Services for Family-Owned Business and Their Owners

Family businesses and the families that own them face special challenges.  Shared histories, complex relationships and emotions intersect with the profit motive of the business and profoundly affect the way legal and strategic decisions are perceived and acted upon.  Karlen, Stolzar & Reimann, LLP, is well positioned to meet these needs.

Andrew N. Karlen, Esq., whose practice focuses on the legal and business side of the family business and how interpersonal relationships affect them, and Tracy Christen Reimann, Esq., who practices in the estate planning area, team to meet the diverse legal needs of family owned businesses.

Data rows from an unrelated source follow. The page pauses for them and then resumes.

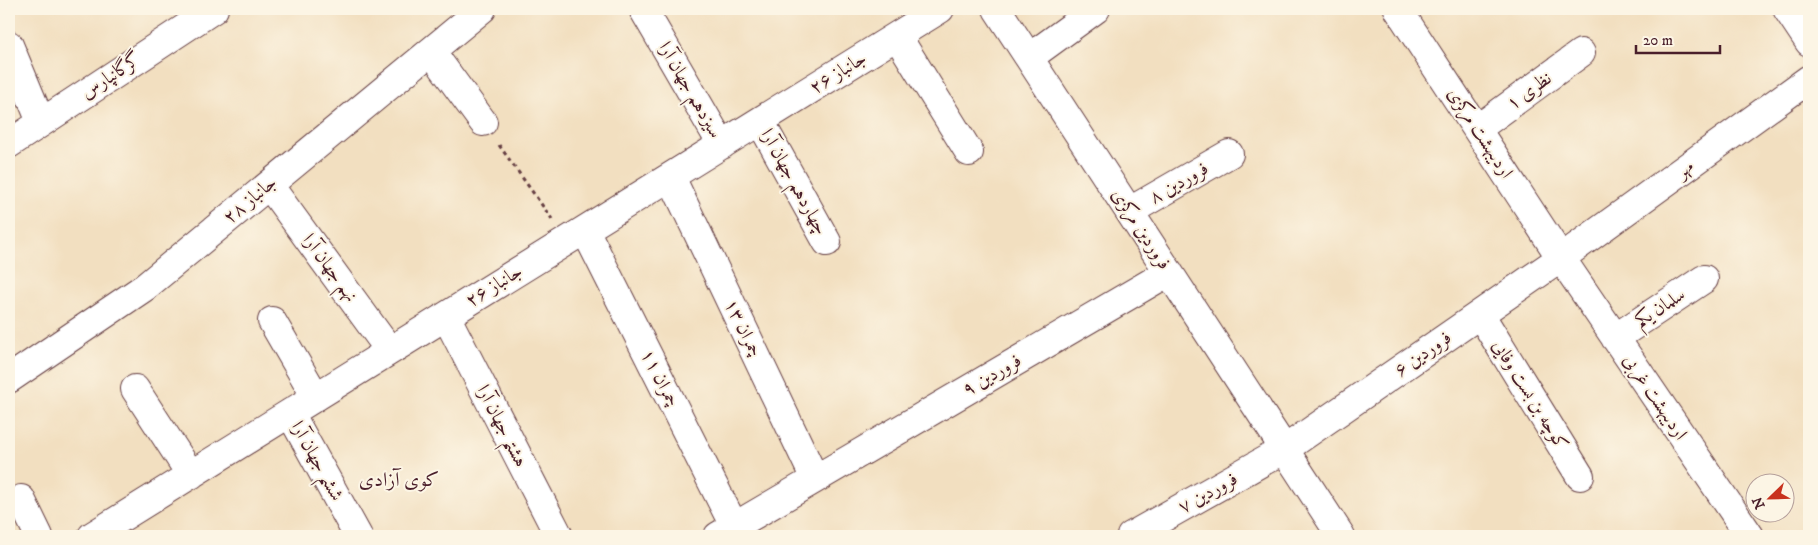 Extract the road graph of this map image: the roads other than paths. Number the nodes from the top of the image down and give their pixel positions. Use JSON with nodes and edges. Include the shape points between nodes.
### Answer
{"nodes":[{"id":1,"x":212,"y":9,"type":"edge"},
{"id":2,"x":482,"y":9,"type":"edge"},
{"id":3,"x":643,"y":9,"type":"edge"},
{"id":4,"x":940,"y":9,"type":"edge"},
{"id":5,"x":997,"y":9,"type":"edge"},
{"id":6,"x":1096,"y":9,"type":"edge"},
{"id":7,"x":1398,"y":9,"type":"edge"},
{"id":8,"x":1787,"y":9,"type":"edge"},
{"id":9,"x":897,"y":36,"type":"junction"},
{"id":10,"x":1809,"y":42,"type":"edge"},
{"id":11,"x":9,"y":45,"type":"edge"},
{"id":12,"x":431,"y":51,"type":"junction"},
{"id":13,"x":1581,"y":53,"type":"dead end"},
{"id":14,"x":1030,"y":56,"type":"junction"},
{"id":15,"x":1809,"y":79,"type":"edge"},
{"id":16,"x":760,"y":121,"type":"junction"},
{"id":17,"x":41,"y":122,"type":"junction"},
{"id":18,"x":483,"y":122,"type":"road end"},
{"id":19,"x":1477,"y":129,"type":"junction"},
{"id":20,"x":9,"y":144,"type":"edge"},
{"id":21,"x":722,"y":145,"type":"junction"},
{"id":22,"x":969,"y":152,"type":"dead end"},
{"id":23,"x":1229,"y":154,"type":"dead end"},
{"id":24,"x":670,"y":177,"type":"junction"},
{"id":25,"x":269,"y":185,"type":"junction"},
{"id":26,"x":1130,"y":211,"type":"junction"},
{"id":27,"x":576,"y":235,"type":"junction"},
{"id":28,"x":827,"y":242,"type":"dead end"},
{"id":29,"x":1561,"y":258,"type":"junction"},
{"id":30,"x":1169,"y":272,"type":"junction"},
{"id":31,"x":1704,"y":279,"type":"dead end"},
{"id":32,"x":1480,"y":314,"type":"junction"},
{"id":33,"x":446,"y":316,"type":"junction"},
{"id":34,"x":272,"y":321,"type":"dead end"},
{"id":35,"x":1615,"y":338,"type":"junction"},
{"id":36,"x":390,"y":351,"type":"junction"},
{"id":37,"x":9,"y":379,"type":"edge"},
{"id":38,"x":136,"y":389,"type":"dead end"},
{"id":39,"x":316,"y":397,"type":"junction"},
{"id":40,"x":290,"y":413,"type":"junction"},
{"id":41,"x":1285,"y":449,"type":"junction"},
{"id":42,"x":191,"y":475,"type":"junction"},
{"id":43,"x":1580,"y":476,"type":"dead end"},
{"id":44,"x":815,"y":479,"type":"junction"},
{"id":45,"x":22,"y":499,"type":"dead end"},
{"id":46,"x":122,"y":528,"type":"edge"},
{"id":47,"x":726,"y":531,"type":"edge"},
{"id":48,"x":40,"y":536,"type":"edge"},
{"id":49,"x":92,"y":536,"type":"edge"},
{"id":50,"x":358,"y":536,"type":"edge"},
{"id":51,"x":559,"y":536,"type":"edge"},
{"id":52,"x":1131,"y":536,"type":"edge"},
{"id":53,"x":1341,"y":536,"type":"edge"},
{"id":54,"x":1750,"y":536,"type":"edge"}],
"edges":[{"from":1,"to":17,"type":"street","name":"گرگانپارس"},
{"from":2,"to":12,"type":"street","name":"جانباز ۲۸"},
{"from":3,"to":21,"type":"street","name":"سیزدهم جهان آرا"},
{"from":4,"to":9,"type":"street","name":"جانباز ۲۶"},
{"from":5,"to":14,"type":"street","name":"فروردین مرکزی"},
{"from":6,"to":14,"type":"street"},
{"from":7,"to":19,"type":"street","name":"اردیبهشت مرکزی"},
{"from":8,"to":10,"type":"street"},
{"from":9,"to":16,"type":"street","name":"جانباز ۲۶"},
{"from":9,"to":22,"type":"street"},
{"from":11,"to":17,"type":"street"},
{"from":12,"to":18,"type":"street"},
{"from":12,"to":25,"type":"street","name":"جانباز ۲۸"},
{"from":13,"to":19,"type":"street","name":"نظری ۱"},
{"from":14,"to":26,"type":"street","name":"فروردین مرکزی"},
{"from":15,"to":29,"type":"street","name":"مهر"},
{"from":16,"to":21,"type":"street","name":"جانباز ۲۶"},
{"from":16,"to":28,"type":"street","name":"چهاردهم جهان آرا"},
{"from":17,"to":20,"type":"street","name":"گرگانپارس"},
{"from":19,"to":29,"type":"street","name":"اردیبهشت مرکزی"},
{"from":21,"to":24,"type":"street","name":"جانباز ۲۶"},
{"from":23,"to":26,"type":"street","name":"فروردین ۸"},
{"from":24,"to":27,"type":"street","name":"جانباز ۲۶"},
{"from":24,"to":44,"type":"street","name":"۱۳ چمران"},
{"from":25,"to":36,"type":"street","name":"نهم جهان آرا"},
{"from":25,"to":37,"type":"street","name":"جانباز ۲۸","via":[[146,287]]},
{"from":26,"to":30,"type":"street","name":"فروردین مرکزی"},
{"from":27,"to":33,"type":"street","name":"جانباز ۲۶"},
{"from":27,"to":47,"type":"street","name":"۱۱ چمران"},
{"from":29,"to":32,"type":"street","name":"فروردین ۶"},
{"from":29,"to":35,"type":"street","name":"اردیبهشت غربی"},
{"from":30,"to":41,"type":"street","name":"فروردین مرکزی"},
{"from":30,"to":44,"type":"street","name":"فروردین ۹"},
{"from":31,"to":35,"type":"street","name":"سلمان یکم"},
{"from":32,"to":41,"type":"street","name":"فروردین ۶"},
{"from":32,"to":43,"type":"street","name":"کوچه بن بست وفایی"},
{"from":33,"to":36,"type":"street","name":"جانباز ۲۶"},
{"from":33,"to":51,"type":"street","name":"هشتم جهان آرا"},
{"from":34,"to":39,"type":"street"},
{"from":35,"to":54,"type":"street","name":"اردیبهشت غربی"},
{"from":36,"to":39,"type":"street","name":"جانباز ۲۶"},
{"from":38,"to":42,"type":"street"},
{"from":39,"to":40,"type":"street","name":"جانباز ۲۶"},
{"from":40,"to":42,"type":"street","name":"جانباز ۲۶"},
{"from":40,"to":50,"type":"street","name":"ششم جهان آرا"},
{"from":41,"to":52,"type":"street","name":"فروردین ۷"},
{"from":41,"to":53,"type":"street","name":"فروردین مرکزی"},
{"from":42,"to":46,"type":"street","name":"جانباز ۲۶"},
{"from":44,"to":47,"type":"street","name":"فروردین ۹"},
{"from":45,"to":48,"type":"street"},
{"from":46,"to":49,"type":"street","name":"جانباز ۲۶"}]}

We work closely with owners to develop the right strategy for transferring ownership to the next generation. Tools include lifetime gifting programs that take advantage of available discounts for minority interest and lack of marketability, corporate recapitalizations to facilitate the discounts and transfers, bequests, sales of ownership interests, stockholders agreements, buy-sell agreements, operating agreements, grantor retained annuity trusts and family limited partnerships.

In addition, we help business families meet the unexpected challenges of success.  First generation businesses tend to be owned and managed by a small group of people with governance that exists in the corporate by-laws or limited liability company operating agreement rather than in day-today reality.

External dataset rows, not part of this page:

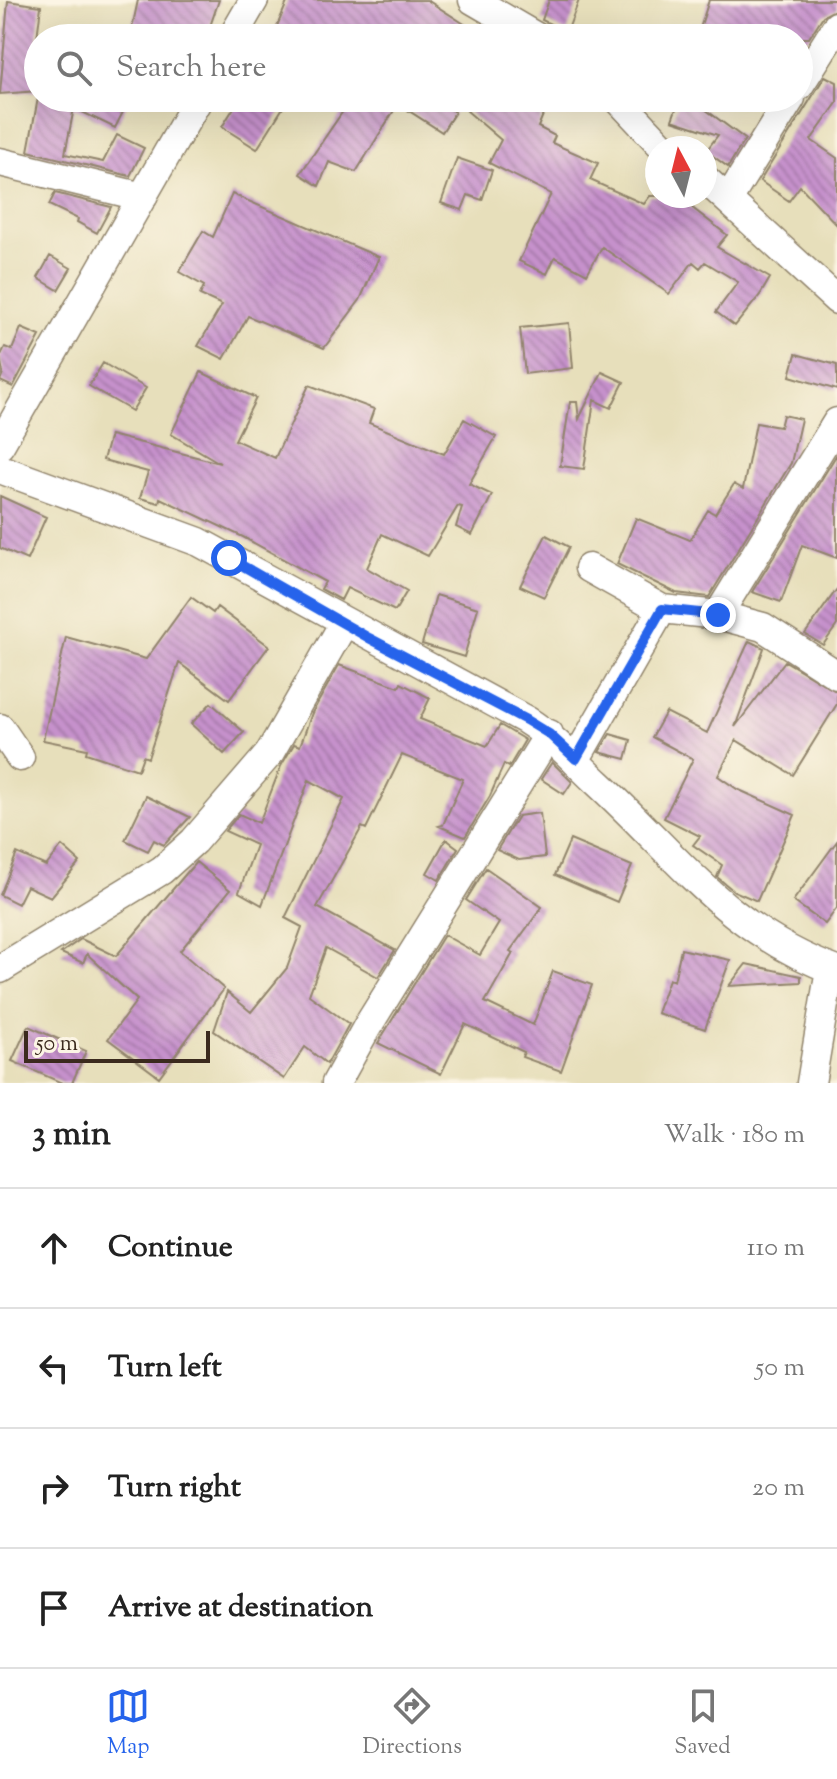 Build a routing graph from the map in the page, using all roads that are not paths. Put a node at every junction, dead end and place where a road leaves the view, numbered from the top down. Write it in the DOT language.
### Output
graph roads {
  1 [pos="254,0"];
  2 [pos="473,0"];
  3 [pos="240,24"];
  4 [pos="514,24"];
  5 [pos="837,26"];
  6 [pos="813,64"];
  7 [pos="191,112"];
  8 [pos="630,112"];
  9 [pos="782,112"];
  10 [pos="653,136"];
  11 [pos="0,162"];
  12 [pos="717,188"];
  13 [pos="143,197"];
  14 [pos="729,198"];
  15 [pos="837,300"];
  16 [pos="837,422"];
  17 [pos="0,445"];
  18 [pos="0,469"];
  19 [pos="589,568"];
  20 [pos="662,609"];
  21 [pos="718,615"];
  22 [pos="344,623"];
  23 [pos="837,675"];
  24 [pos="0,728"];
  25 [pos="549,734"];
  26 [pos="20,757"];
  27 [pos="576,759"];
  28 [pos="0,969"];
  29 [pos="834,970"];
  30 [pos="336,1083"];
  31 [pos="811,1083"];
  1 -- 3 [label="street"];
  2 -- 4 [label="street"];
  5 -- 6 [label="street"];
  7 -- 13 [label="street"];
  8 -- 10 [label="street"];
  9 -- 14 [label="street"];
  11 -- 13 [label="street"];
  12 -- 14 [label="street"];
  13 -- 17 [label="street"];
  14 -- 15 [label="street"];
  16 -- 21 [label="street"];
  18 -- 22 [label="street"];
  19 -- 20 [label="street"];
  20 -- 21 [label="street"];
  20 -- 27 [label="street"];
  21 -- 23 [label="street"];
  22 -- 25 [label="street"];
  22 -- 28 [label="street"];
  24 -- 26 [label="street"];
  25 -- 27 [label="street"];
  25 -- 30 [label="street"];
  27 -- 29 [label="street"];
  29 -- 31 [label="street"];
}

Although the first generation owners may own different percentages of the company, their interests will generally have identical voting rights and other attributes.  In the second and succeeding generations, however, the ownership group expands and constituencies develop -- active owners who want to be fairly compensated and to reinvest profits in the business as opposed to passive owners who may depend on distribution of profits.  At this stage, it may be appropriate to create classes of ownership with different voting, distribution or other rights.

The informal management and governance structures that used to work so well can be made obsolete by factors such as growth, technology and the global economy.  We counsel clients in keeping pace with these needs. We've help plan strategies such as establishing criteria for family members to enter or be promoted within the business (e.g., college or graduate degree in a relevant field or obtaining relevant work experience before coming into the family business), and creating governance structures such as boards of directors or a board of advisors.

When appropriate, Mr. Karlen and Ms. Reimann collaborate with other professionals to provide the necessary expertise for family businesses. Our attorneys have teamed with family business consultants, business consultants, certified public accountants, financial planners and others to help family businesses with the challenges they face.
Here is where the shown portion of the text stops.